__Exercise details__. There is material below. Print exactly the lines starting at the line with "ring dip: (284, 214)" and ending at the line with "pinky tip: (300, 250)", ends included, and no others.

====

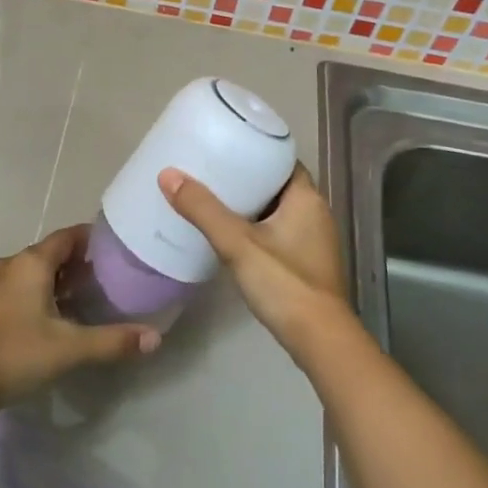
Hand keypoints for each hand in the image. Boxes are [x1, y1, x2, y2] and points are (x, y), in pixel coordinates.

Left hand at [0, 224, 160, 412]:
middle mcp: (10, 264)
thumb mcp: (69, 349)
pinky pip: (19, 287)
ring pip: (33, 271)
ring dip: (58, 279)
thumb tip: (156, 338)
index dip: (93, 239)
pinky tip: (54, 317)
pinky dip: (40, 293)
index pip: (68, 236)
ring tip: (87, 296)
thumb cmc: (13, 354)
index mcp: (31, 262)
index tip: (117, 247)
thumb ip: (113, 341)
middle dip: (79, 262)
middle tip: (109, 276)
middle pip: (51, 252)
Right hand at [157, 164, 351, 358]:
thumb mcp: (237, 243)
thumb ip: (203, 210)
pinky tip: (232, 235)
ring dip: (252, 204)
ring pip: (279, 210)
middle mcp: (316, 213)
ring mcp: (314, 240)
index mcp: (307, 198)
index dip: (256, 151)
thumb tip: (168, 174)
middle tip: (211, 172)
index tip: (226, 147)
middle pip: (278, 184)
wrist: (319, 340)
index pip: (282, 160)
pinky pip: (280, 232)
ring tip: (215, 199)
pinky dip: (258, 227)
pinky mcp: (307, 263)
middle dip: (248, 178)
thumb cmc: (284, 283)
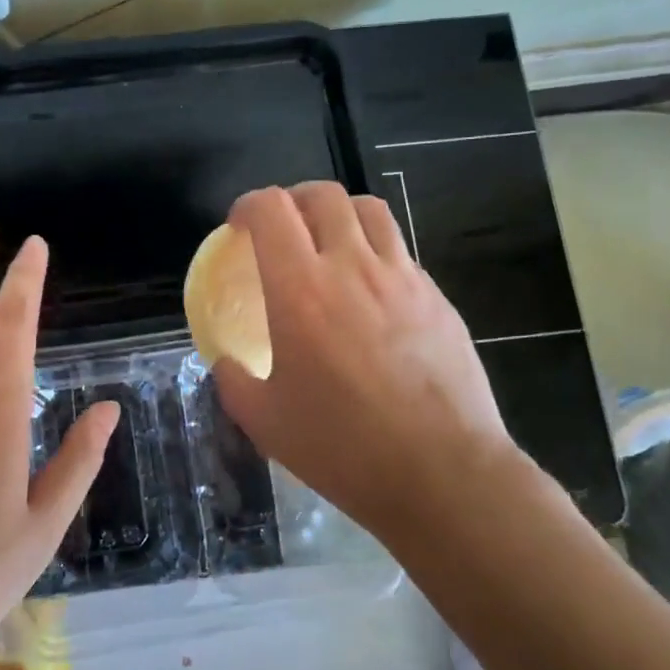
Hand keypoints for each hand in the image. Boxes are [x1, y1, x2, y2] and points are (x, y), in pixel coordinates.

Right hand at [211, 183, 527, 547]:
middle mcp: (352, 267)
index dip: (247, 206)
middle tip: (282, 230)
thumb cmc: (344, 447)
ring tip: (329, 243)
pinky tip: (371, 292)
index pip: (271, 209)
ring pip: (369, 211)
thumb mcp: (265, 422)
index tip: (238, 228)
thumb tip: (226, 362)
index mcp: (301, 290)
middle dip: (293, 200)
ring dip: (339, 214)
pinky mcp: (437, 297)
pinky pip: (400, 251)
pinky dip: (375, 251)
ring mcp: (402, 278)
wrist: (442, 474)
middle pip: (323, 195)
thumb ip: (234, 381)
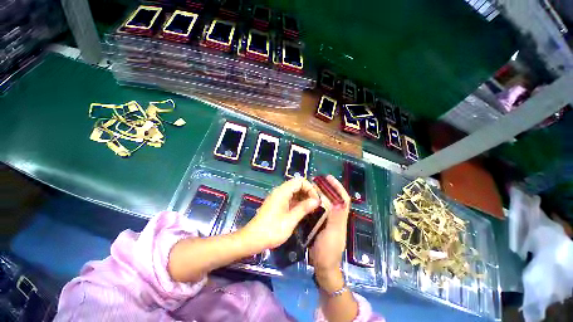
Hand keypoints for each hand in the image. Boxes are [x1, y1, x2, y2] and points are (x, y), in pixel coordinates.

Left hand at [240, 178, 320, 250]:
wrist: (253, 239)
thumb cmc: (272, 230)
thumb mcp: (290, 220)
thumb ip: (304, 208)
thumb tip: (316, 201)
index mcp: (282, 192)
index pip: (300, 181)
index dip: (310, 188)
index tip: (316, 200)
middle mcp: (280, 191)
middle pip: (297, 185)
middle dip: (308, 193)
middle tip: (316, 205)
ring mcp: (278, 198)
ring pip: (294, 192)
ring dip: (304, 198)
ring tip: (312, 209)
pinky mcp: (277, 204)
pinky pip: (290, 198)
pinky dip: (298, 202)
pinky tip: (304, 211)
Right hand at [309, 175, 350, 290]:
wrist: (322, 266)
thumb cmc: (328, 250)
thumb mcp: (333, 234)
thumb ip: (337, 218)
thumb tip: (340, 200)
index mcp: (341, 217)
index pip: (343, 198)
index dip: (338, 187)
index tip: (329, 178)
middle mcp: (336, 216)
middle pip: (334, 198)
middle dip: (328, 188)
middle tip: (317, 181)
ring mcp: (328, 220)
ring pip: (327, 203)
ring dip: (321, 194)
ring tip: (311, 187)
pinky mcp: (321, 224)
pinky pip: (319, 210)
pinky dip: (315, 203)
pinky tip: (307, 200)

====

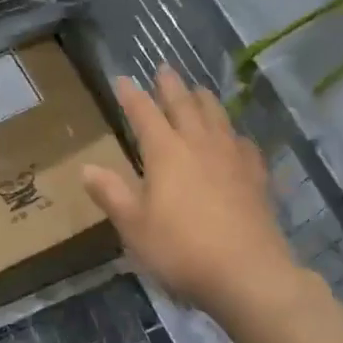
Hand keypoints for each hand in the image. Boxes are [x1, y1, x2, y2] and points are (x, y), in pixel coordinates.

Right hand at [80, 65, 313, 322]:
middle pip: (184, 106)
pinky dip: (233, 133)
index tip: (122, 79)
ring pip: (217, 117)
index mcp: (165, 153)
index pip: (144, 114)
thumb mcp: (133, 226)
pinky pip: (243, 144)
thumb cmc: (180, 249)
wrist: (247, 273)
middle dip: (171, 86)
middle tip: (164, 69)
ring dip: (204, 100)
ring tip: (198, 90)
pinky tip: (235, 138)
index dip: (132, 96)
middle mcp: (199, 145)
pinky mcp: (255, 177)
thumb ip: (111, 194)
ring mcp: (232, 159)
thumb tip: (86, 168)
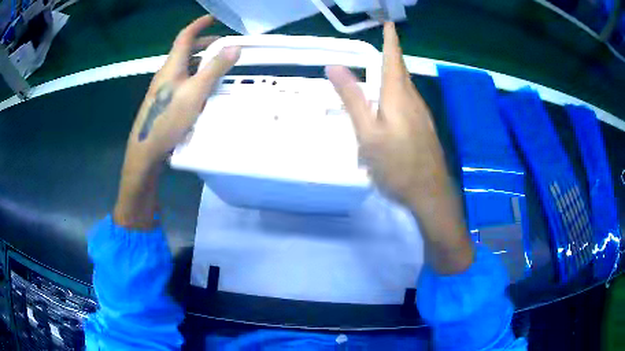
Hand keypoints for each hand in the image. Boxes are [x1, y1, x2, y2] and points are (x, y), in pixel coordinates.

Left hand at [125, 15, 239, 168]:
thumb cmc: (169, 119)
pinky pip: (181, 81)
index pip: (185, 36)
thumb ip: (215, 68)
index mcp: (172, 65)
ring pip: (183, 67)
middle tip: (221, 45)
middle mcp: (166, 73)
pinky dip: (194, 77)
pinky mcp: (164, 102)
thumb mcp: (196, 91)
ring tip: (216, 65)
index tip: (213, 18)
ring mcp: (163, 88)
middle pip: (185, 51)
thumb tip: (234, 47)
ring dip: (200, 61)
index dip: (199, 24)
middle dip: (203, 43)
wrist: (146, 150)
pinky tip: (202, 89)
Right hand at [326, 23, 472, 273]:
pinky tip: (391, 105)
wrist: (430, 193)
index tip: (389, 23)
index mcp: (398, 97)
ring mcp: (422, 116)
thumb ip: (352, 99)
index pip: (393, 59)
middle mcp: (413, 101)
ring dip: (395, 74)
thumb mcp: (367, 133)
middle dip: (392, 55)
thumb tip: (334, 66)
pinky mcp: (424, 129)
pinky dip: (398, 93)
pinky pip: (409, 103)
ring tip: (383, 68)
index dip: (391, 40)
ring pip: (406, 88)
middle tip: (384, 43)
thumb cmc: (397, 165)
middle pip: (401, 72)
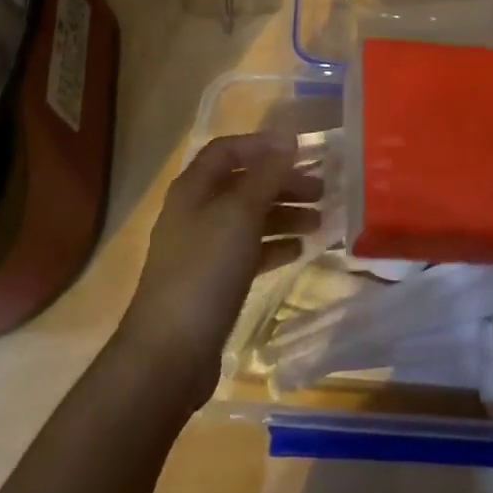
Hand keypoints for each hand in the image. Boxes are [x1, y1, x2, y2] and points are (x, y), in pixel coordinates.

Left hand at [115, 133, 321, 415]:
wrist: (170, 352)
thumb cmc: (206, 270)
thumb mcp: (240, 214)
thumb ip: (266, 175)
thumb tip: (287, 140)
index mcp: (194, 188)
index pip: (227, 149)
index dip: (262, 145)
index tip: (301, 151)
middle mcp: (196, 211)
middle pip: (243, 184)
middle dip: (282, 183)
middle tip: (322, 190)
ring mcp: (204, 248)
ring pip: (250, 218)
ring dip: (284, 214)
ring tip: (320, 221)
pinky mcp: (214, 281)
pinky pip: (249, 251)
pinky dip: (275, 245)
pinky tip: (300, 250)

====

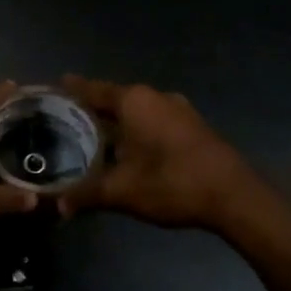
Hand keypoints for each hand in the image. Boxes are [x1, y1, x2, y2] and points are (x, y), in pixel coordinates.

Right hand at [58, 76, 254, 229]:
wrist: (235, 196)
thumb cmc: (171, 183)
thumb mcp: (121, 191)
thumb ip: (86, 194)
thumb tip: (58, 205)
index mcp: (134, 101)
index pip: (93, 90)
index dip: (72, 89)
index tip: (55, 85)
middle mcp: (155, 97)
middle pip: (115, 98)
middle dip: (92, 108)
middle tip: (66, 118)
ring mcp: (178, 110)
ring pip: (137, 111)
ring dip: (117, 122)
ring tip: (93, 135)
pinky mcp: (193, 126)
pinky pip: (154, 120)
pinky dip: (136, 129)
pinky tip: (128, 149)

====

__Problem solution__.
ring dip: (284, 214)
ring tip: (320, 221)
pinky mcp: (214, 281)
pinky pip: (249, 251)
pinky dip: (275, 245)
pinky tip: (300, 250)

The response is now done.